Most fascinating is that Isla and the Young Man appear to have switched roles. Even though she’s locked up and under surveillance in what appears to be a huge waiting room, Isla knows what she’s doing there and it is her interrogator who’s nervous. After all, it’s his first day on the job, and she often has to explain the rules to him.

Isla’s routine in this big room is to tell stories, which the Young Man records. The stories could be memories, they could be entirely made up. What also becomes apparent during the course of these conversations is that at a certain point, the enterprise that employs the Young Man will have gathered enough stories from Isla and her time will be up.

That’s the first scene of the 90-minute “Arlington.”  The second scene features a Young Woman (Oona Doherty), who looks very much like Isla and performs a ballet by choreographer Emma Martin that has the dancer spinning and running around the room. Doherty also executes a slo-mo sequence that defies gravity, and ends the scene with a most spectacular leap.

In the third scene, the Young Man reappears to take Isla’s place in the room. He’s now bloodied, and his interrogator is a disembodied voice that apparently belongs to the static video image of an older woman. Is she Big Mother? Or is she Big Sister?

The story of “Arlington” becomes clear, not because of Walsh’s powers as a storyteller. It’s that he borrows so much from other sources. Why are Isla’s memories/stories being recorded? Is “Arlington” a prequel to “Blade Runner”? Will her stories of a sylvan world be implanted in robots or yet-to-be-born persons? Press materials make the obvious connection to George Orwell’s “1984” with its government surveillance and perpetual war. Walsh tweaks those themes by suggesting that all the wars couldn’t stop the population explosion, making it necessary for some kind of mass extermination of the “lower ones,” who’ve been rounded up, like Isla, and put in towers. This cityscape brings to mind Doris Lessing’s “Mara and Dann,” the only difference being that Walsh’s towers are new.

The playwright wants to be terribly pessimistic, but you might take hope in that these high-rise buildings are obviously some part of an infrastructure program that didn’t die in Congress. And there are other unexpected signs of encouragement. Jamie Vartan’s scenic design presents an immense, immaculate room that would house at least a dozen New Yorkers. Walsh directs. Perhaps another director may have conjured up a less auspicious future.

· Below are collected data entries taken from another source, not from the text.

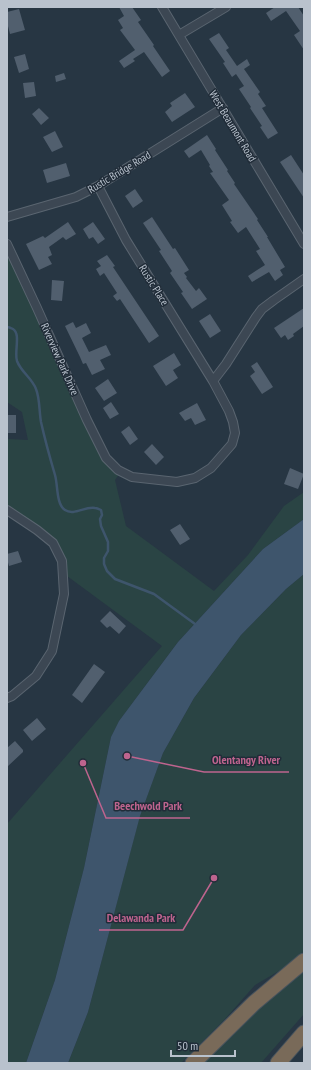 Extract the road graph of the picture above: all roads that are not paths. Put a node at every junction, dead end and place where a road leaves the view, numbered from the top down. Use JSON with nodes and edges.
{"nodes":[{"id":1,"x":162,"y":7,"type":"edge"},
{"id":2,"x":226,"y":7,"type":"edge"},
{"id":3,"x":179,"y":35,"type":"junction"},
{"id":4,"x":223,"y":108,"type":"junction"},
{"id":5,"x":98,"y":186,"type":"junction"},
{"id":6,"x":7,"y":217,"type":"edge"},
{"id":7,"x":7,"y":244,"type":"edge"},
{"id":8,"x":304,"y":244,"type":"edge"},
{"id":9,"x":304,"y":279,"type":"edge"},
{"id":10,"x":214,"y":380,"type":"junction"},
{"id":11,"x":118,"y":470,"type":"joint"},
{"id":12,"x":7,"y":510,"type":"edge"},
{"id":13,"x":7,"y":698,"type":"edge"},
{"id":14,"x":304,"y":961,"type":"edge"},
{"id":15,"x":304,"y":1033,"type":"edge"},
{"id":16,"x":193,"y":1063,"type":"edge"},
{"id":17,"x":278,"y":1063,"type":"edge"}],
"edges":[{"from":1,"to":3,"type":"street","name":"West Beaumont Road"},
{"from":2,"to":3,"type":"street"},
{"from":3,"to":4,"type":"street","name":"West Beaumont Road"},
{"from":4,"to":5,"type":"street","name":"Rustic Bridge Road"},
{"from":4,"to":8,"type":"street","name":"West Beaumont Road"},
{"from":5,"to":6,"type":"street","name":"Rustic Bridge Road"},
{"from":5,"to":10,"type":"street","name":"Rustic Place"},
{"from":7,"to":11,"type":"street","name":"Riverview Park Drive"},
{"from":9,"to":10,"type":"street"},
{"from":10,"to":11,"type":"street","name":"Rustic Place"},
{"from":12,"to":13,"type":"street"},
{"from":14,"to":16,"type":"highway"},
{"from":15,"to":17,"type":"highway"}]} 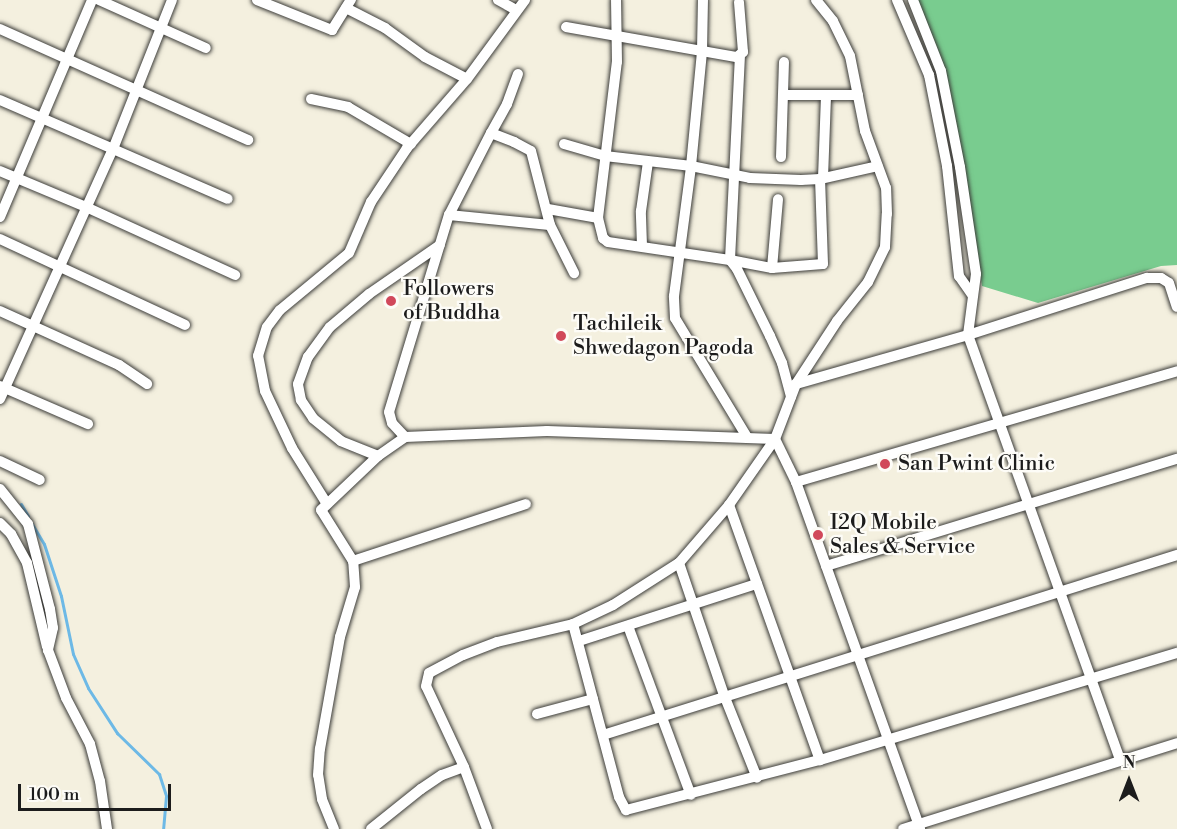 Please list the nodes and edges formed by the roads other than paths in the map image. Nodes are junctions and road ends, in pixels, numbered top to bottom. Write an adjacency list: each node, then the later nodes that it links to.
1 (92, 0): 22 (street)
2 (99, 0): 15 (street)
3 (172, 0): 15 (street)
4 (257, 0): 13 (street)
5 (498, 0): 14 (street)
6 (525, 0): 14 (street)
7 (616, 0): 18 (street)
8 (703, 0): 20 (street)
9 (816, 0): 29 (street)
10 (897, 0): 64 (street)
11 (913, 0): 64 (street)
12 (739, 2): 21 (street)
13 (349, 4): 25 (street)
14 (516, 10): 25 (street)
15 (160, 27): 19 (street); 26 (street)
16 (566, 27): 18 (street)
17 (0, 29): 22 (street)
18 (617, 35): 20 (street); 38 (street)
19 (206, 48)
20 (702, 51): 21 (street); 41 (street)
21 (740, 56): 44 (street)
22 (66, 57): 26 (street); 32 (street)
23 (784, 62): 27 (street)
24 (518, 74): 33 (street)
25 (467, 79): 35 (street)
26 (135, 88): 34 (street); 37 (street)
27 (785, 95): 28 (street); 39 (street)
28 (826, 95): 29 (street); 46 (street)
29 (858, 95): 42 (street)
30 (0, 99): 32 (street)
31 (311, 99): 35 (street)
32 (40, 117): 37 (street); 45 (street)
33 (491, 133): 50 (street); 51 (street)
34 (248, 140)
35 (411, 144): 87 (street)
36 (564, 144): 38 (street)
37 (113, 149): 48 (street); 49 (street)
38 (605, 156): 40 (street); 53 (street)
39 (782, 157)
40 (648, 162): 41 (street); 57 (street)
41 (691, 166): 44 (street); 58 (street)
42 (878, 166): 46 (street); 72 (street)
43 (0, 171): 45 (street)
44 (733, 173): 46 (street); 59 (street)
45 (16, 178): 49 (street); 52 (street)
46 (821, 179): 61 (street)
47 (778, 198): 61 (street)
48 (228, 199)
49 (86, 207): 60 (street); 63 (street)
50 (548, 209): 53 (street); 54 (street)
51 (449, 215): 54 (street); 56 (street)
52 (0, 217)
53 (598, 219): 57 (street)
54 (550, 225): 62 (street)
55 (0, 239): 60 (street)
56 (440, 245): 78 (street); 81 (street)
57 (642, 246): 58 (street)
58 (679, 251): 59 (street); 79 (street)
59 (730, 260): 61 (street); 74 (street)
60 (58, 266): 67 (street); 68 (street)
61 (772, 268)
62 (574, 273)
63 (235, 275)
64 (973, 296): 69 (street)
65 (1177, 307): 69 (street)
66 (0, 311): 67 (street)
67 (31, 325): 71 (street); 73 (street)
68 (185, 325)
69 (968, 335): 72 (street); 76 (street)
70 (1177, 371): 76 (street)
71 (147, 384)
72 (796, 384): 74 (street)
73 (2, 387): 75 (street); 77 (street)
74 (791, 397): 80 (street)
75 (0, 399)
76 (999, 422): 85 (street); 89 (street)
77 (88, 424)
78 (405, 437): 79 (street); 81 (street)
79 (747, 437): 80 (street)
80 (775, 439): 85 (street); 90 (street)
81 (378, 456): 87 (street)
82 (1177, 459): 89 (street)
83 (0, 461): 84 (street)
84 (40, 480)
85 (796, 482): 95 (street)
86 (0, 489): 102 (street)
87 (327, 504): 93 (street)
88 (526, 504): 93 (street)
89 (1027, 504): 95 (street); 97 (street)
90 (729, 505): 94 (street); 96 (street)
91 (0, 523): 102 (street)
92 (1177, 555): 97 (street)
93 (353, 561): 121 (street)
94 (679, 563): 98 (street); 99 (street)
95 (826, 566): 104 (street)
96 (757, 584): 98 (street); 105 (street)
97 (1060, 590): 104 (street); 106 (street)
98 (694, 606): 100 (street); 107 (street)
99 (573, 624): 101 (street); 116 (street)
100 (628, 626): 101 (street); 110 (street)
101 (579, 641): 108 (street)
102 (48, 650): 120 (street)
103 (1177, 654): 106 (street)
104 (857, 655): 105 (street); 112 (street)
105 (789, 674): 107 (street); 114 (street)
106 (1090, 678): 112 (street); 115 (street)
107 (724, 695): 110 (street); 117 (street)
108 (593, 699): 109 (street); 111 (street)
109 (537, 714)
110 (662, 716): 111 (street); 118 (street)
111 (603, 735): 118 (street)
112 (886, 739): 114 (street); 119 (street)
113 (1177, 743): 115 (street)
114 (820, 760): 117 (street)
115 (1120, 760): 119 (street)
116 (464, 767): 122 (street); 123 (street)
117 (757, 778): 118 (street)
118 (691, 795)
119 (919, 826): 124 (street)
120 (108, 829)
121 (334, 829)
122 (371, 829)
123 (486, 829)
124 (903, 829) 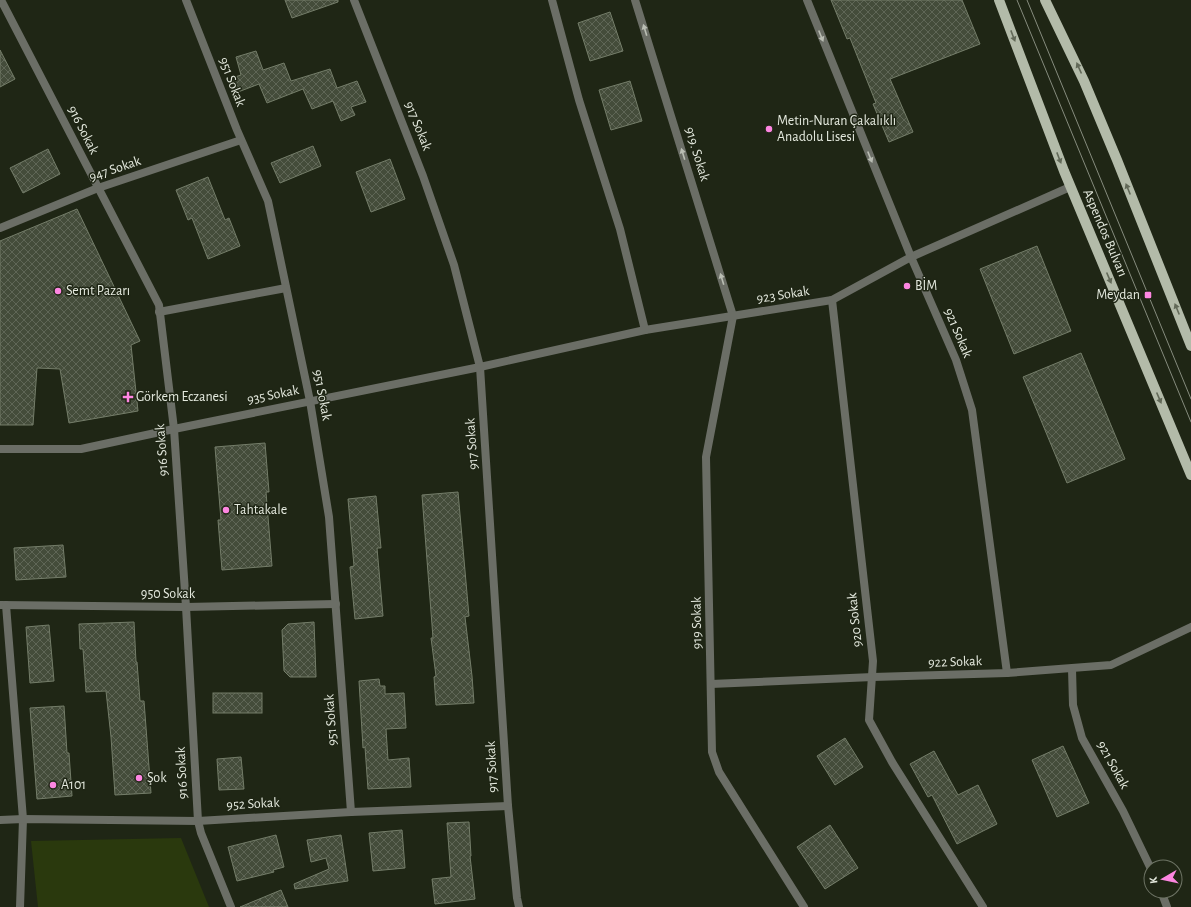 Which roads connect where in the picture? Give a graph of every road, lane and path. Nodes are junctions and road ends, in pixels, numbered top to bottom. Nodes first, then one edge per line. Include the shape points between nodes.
1 (1, 0) edge
2 (186, 0) edge
3 (354, 0) edge
4 (552, 0) edge
5 (635, 0) edge
6 (807, 0) edge
7 (999, 0) edge
8 (1045, 0) edge
9 (241, 140) junction
10 (1070, 187) junction
11 (98, 188) junction
12 (0, 228) edge
13 (911, 257) junction
14 (286, 288) junction
15 (832, 300) junction
16 (159, 312) junction
17 (733, 316) junction
18 (645, 330) junction
19 (1191, 346) edge
20 (480, 367) junction
21 (310, 401) junction
22 (174, 429) junction
23 (0, 449) edge
24 (1191, 474) edge
25 (336, 604) junction
26 (3, 605) edge
27 (186, 607) junction
28 (1191, 628) edge
29 (1072, 669) junction
30 (1007, 673) junction
31 (873, 677) junction
32 (712, 684) junction
33 (508, 806) junction
34 (351, 812) junction
35 (23, 819) junction
36 (0, 820) edge
37 (198, 820) junction
38 (1146, 859) edge
39 (20, 907) edge
40 (231, 907) edge
41 (519, 907) edge
42 (804, 907) edge
43 (983, 907) edge

1 - 11 street, 916 Sokak
2 - 9 street, 951 Sokak
3 - 20 street, 917 Sokak via 423,176 454,265
4 - 18 street via 579,100 620,229
17 -> 5 street, 919. Sokak
6 -> 13 street, 921 Sokak
7 -> 10 main road, Aspendos Bulvarı
19 -> 8 main road via 1078,67
9 - 11 street, 947 Sokak
9 - 14 street, 951 Sokak via 268,201
10 - 13 street, 923 Sokak
10 -> 24 main road, Aspendos Bulvarı
11 - 12 street, 947 Sokak
11 - 16 street, 916 Sokak via 159,305
13 - 15 street, 923 Sokak
13 - 30 street, 921 Sokak via 956,360 972,410
14 - 16 street
14 - 21 street, 951 Sokak
15 - 17 street, 923 Sokak
15 - 31 street, 920 Sokak
16 - 22 street, 916 Sokak
17 - 18 street, 923 Sokak
17 - 32 street, 919 Sokak via 706,457
18 - 20 street, 923 Sokak
20 - 21 street, 935 Sokak
20 - 33 street, 917 Sokak
21 - 22 street, 935 Sokak
21 - 25 street, 951 Sokak via 329,516
22 - 23 street, 935 Sokak via 81,449
22 - 27 street, 916 Sokak
25 - 27 street, 950 Sokak
25 - 34 street, 951 Sokak
26 - 27 street, 950 Sokak
26 - 35 street
27 - 37 street, 916 Sokak
28 - 29 street, 922 Sokak via 1111,665
29 - 30 street, 922 Sokak
29 - 38 street, 921 Sokak via 1073,705 1082,738 1124,811
30 - 31 street, 922 Sokak
31 - 32 street, 922 Sokak
31 - 43 street, 920 Sokak via 869,720 892,762
32 - 42 street, 919 Sokak via 712,752 719,772
33 - 34 street, 952 Sokak
33 - 41 street, 917 Sokak
34 - 37 street, 952 Sokak
35 - 36 street, 952 Sokak
35 - 37 street, 952 Sokak
35 - 39 street
37 - 40 street, 916 Sokak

“Arlington” comes from the Galway International Arts Festival, where it had its world premiere in 2016. The timing of its American premiere is not as good. Annie Baker’s “The Antipodes” just opened and continues to run at the Signature Theatre here in New York City. Baker and Walsh are intrigued with the power of storytelling, and exploring when reality becomes fiction and vice versus. Baker’s play is a comedy but darker than Walsh’s drama in that her characters’ collective nightmare is telling stories for profit in what may or may not end up being a video game or whatever the kids are watching nowadays. Baker does Walsh one better and gives us two Big Brothers: One’s a disembodied, often discombobulated voice on Skype coming to his employees from god only knows where. The other is an absentee boss (Will Patton being kookier than ever) who praises his storytellers into early unemployment. Stories are a symbol of our humanity, but when told simply for profit or political control, they can have a brutal effect on the soul.

Lila Neugebauer directs a fine ensemble that includes Josh Charles and Josh Hamilton.